## Task description
Report back every line from the entries below in which the word "dead" occurs.

START Given data

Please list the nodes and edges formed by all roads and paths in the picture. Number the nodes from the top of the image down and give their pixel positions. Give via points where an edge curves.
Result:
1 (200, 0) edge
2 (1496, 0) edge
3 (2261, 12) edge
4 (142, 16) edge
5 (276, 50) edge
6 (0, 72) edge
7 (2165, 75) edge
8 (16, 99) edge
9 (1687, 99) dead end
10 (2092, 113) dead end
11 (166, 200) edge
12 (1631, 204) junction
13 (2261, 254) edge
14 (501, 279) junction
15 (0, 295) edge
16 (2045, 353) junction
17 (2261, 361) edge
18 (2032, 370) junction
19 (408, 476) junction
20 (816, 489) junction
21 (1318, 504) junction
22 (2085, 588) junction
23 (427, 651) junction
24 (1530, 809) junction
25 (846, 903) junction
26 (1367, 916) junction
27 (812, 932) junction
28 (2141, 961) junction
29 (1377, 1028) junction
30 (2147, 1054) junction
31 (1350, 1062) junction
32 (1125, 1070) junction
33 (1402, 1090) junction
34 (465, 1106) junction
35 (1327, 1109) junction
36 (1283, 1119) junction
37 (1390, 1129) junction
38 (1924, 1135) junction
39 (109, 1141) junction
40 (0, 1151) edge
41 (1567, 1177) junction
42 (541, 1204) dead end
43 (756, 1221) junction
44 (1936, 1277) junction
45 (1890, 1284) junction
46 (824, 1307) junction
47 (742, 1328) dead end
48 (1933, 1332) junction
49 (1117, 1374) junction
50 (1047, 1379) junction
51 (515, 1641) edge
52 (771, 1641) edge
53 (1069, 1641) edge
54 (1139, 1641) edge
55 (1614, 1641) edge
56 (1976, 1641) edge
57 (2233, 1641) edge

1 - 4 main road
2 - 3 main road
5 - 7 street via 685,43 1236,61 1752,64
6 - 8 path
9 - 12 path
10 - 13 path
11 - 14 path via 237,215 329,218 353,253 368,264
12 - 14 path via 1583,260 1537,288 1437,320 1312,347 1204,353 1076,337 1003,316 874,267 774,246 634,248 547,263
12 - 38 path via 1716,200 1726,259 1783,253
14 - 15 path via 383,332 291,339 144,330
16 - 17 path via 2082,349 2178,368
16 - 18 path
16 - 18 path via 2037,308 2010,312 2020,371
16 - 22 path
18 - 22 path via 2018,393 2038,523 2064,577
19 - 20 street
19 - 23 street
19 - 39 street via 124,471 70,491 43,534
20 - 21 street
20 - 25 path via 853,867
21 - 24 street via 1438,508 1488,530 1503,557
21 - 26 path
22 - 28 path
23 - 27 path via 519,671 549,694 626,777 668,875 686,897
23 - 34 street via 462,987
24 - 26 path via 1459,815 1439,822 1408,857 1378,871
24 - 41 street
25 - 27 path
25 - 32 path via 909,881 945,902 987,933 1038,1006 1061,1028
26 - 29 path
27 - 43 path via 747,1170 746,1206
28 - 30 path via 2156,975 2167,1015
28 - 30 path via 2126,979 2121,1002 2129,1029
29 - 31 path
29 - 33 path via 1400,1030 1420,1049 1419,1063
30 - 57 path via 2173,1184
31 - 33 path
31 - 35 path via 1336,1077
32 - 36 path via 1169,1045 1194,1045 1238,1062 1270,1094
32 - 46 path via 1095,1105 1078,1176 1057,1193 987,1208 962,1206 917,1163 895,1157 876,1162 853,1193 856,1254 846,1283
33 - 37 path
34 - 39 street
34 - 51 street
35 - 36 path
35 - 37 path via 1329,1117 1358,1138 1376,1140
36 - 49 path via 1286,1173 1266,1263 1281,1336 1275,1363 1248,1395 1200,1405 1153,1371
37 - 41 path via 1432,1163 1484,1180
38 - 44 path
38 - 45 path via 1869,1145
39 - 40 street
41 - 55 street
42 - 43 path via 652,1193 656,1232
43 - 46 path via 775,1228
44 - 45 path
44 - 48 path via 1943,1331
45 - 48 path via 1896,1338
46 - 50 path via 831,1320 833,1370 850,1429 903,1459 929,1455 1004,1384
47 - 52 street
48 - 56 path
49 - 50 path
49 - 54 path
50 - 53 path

END Given data

## Expected output
9 (1687, 99) dead end
10 (2092, 113) dead end
42 (541, 1204) dead end
47 (742, 1328) dead end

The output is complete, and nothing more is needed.